START Task input

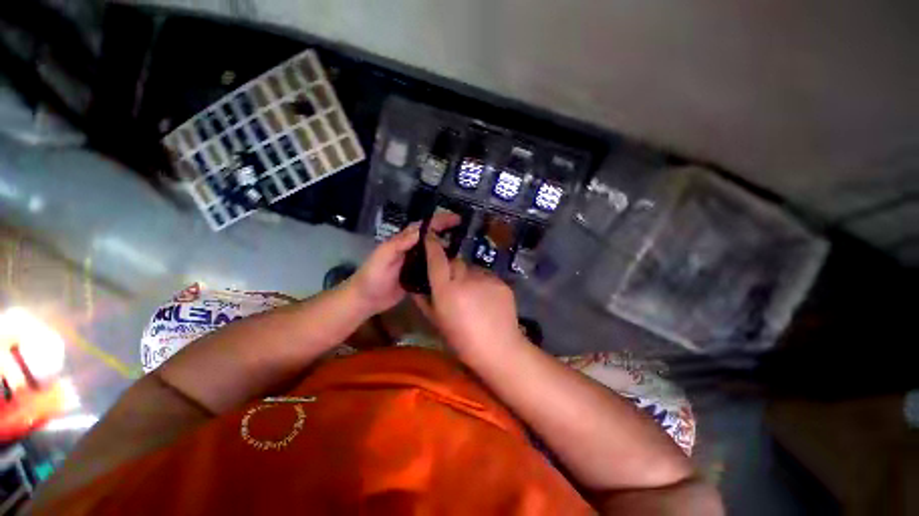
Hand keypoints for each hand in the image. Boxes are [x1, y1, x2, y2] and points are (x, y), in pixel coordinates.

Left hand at [348, 211, 459, 315]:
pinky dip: (442, 263)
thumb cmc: (372, 275)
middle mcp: (411, 249)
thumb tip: (421, 231)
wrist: (366, 299)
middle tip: (464, 231)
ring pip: (433, 251)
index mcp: (403, 241)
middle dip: (446, 231)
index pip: (423, 227)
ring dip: (447, 246)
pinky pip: (432, 266)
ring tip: (464, 246)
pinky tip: (453, 266)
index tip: (456, 219)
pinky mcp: (418, 276)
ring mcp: (415, 263)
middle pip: (431, 237)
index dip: (439, 221)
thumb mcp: (384, 256)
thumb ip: (400, 243)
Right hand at [414, 233, 522, 353]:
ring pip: (472, 269)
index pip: (437, 259)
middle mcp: (466, 279)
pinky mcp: (501, 282)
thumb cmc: (463, 341)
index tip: (430, 236)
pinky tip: (486, 298)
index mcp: (447, 290)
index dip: (432, 245)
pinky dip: (482, 282)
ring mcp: (486, 278)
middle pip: (456, 262)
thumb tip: (417, 287)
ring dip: (468, 276)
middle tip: (454, 284)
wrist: (499, 349)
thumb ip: (425, 301)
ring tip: (472, 294)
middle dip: (452, 268)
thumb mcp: (438, 323)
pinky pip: (486, 276)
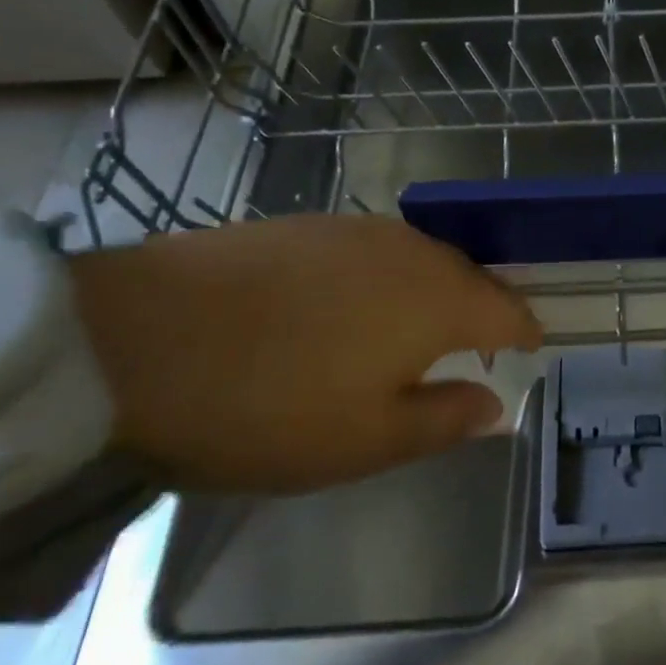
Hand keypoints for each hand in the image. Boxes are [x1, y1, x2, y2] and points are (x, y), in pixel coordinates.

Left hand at [71, 215, 540, 492]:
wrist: (133, 339)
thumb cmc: (266, 406)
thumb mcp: (364, 440)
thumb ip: (443, 419)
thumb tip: (496, 404)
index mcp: (437, 298)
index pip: (506, 309)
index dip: (524, 331)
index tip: (532, 349)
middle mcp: (408, 250)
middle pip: (467, 275)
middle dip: (482, 308)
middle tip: (478, 346)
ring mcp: (353, 229)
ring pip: (420, 257)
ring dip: (433, 289)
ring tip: (419, 326)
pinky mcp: (304, 224)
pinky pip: (372, 249)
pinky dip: (385, 276)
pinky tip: (353, 302)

END Task input

Return every entry word for word, minus the pictures.

→ Result
Hand keypoints for each hand in the image. Boxes are [x1, y1, x2, y2] and points are (x, y), in pixel coordinates.

Left hand at [348, 211, 459, 315]:
pinky dip: (442, 263)
thumb cmc: (372, 275)
middle mcp: (411, 249)
thumb tip: (421, 231)
wrist: (366, 299)
middle tip: (464, 231)
ring pip: (433, 251)
index mcp: (403, 241)
middle dip: (446, 231)
index pip: (423, 227)
ring dip: (447, 246)
pinky pip: (432, 266)
ring tip: (464, 246)
pinky tip: (453, 266)
index tip: (456, 219)
pinky mcp: (418, 276)
ring mcp: (415, 263)
middle pip: (431, 237)
index dip: (439, 221)
thumb mcp: (384, 256)
thumb ip: (400, 243)
Right hand at [414, 233, 522, 353]:
ring pip: (472, 269)
index pip: (437, 259)
middle mcp: (466, 279)
pinky mcp: (501, 282)
thumb cmc: (463, 341)
index tip: (430, 236)
pinky tip: (486, 298)
index mcp: (447, 290)
index dip: (432, 245)
pinky dip: (482, 282)
ring mcp: (486, 278)
middle pip: (456, 262)
thumb tip: (417, 287)
ring dip: (468, 276)
middle tip: (454, 284)
wrist: (499, 349)
thumb ip: (425, 301)
ring tip: (472, 294)
middle dip: (452, 268)
thumb mcp: (438, 323)
pinky pip: (486, 276)
Hand keypoints for each hand in the image. Boxes are [x1, y1, x2, y2] and points are (x, y), in pixel coordinates.

Left hand at [71, 215, 540, 492]:
wrist: (133, 339)
thumb cmc: (266, 406)
thumb mcp: (364, 440)
thumb ip: (443, 419)
thumb tip: (496, 404)
index mcp: (437, 298)
index pip: (506, 309)
index dip: (524, 331)
index tip: (532, 349)
middle mcp: (408, 250)
middle pip: (467, 275)
middle dip: (482, 308)
middle tip: (478, 346)
ring mcp: (353, 229)
ring pip: (420, 257)
ring dip: (433, 289)
ring tip: (419, 326)
pinky mcp: (304, 224)
pinky pip: (372, 249)
pinky dip: (385, 276)
pinky tip: (353, 302)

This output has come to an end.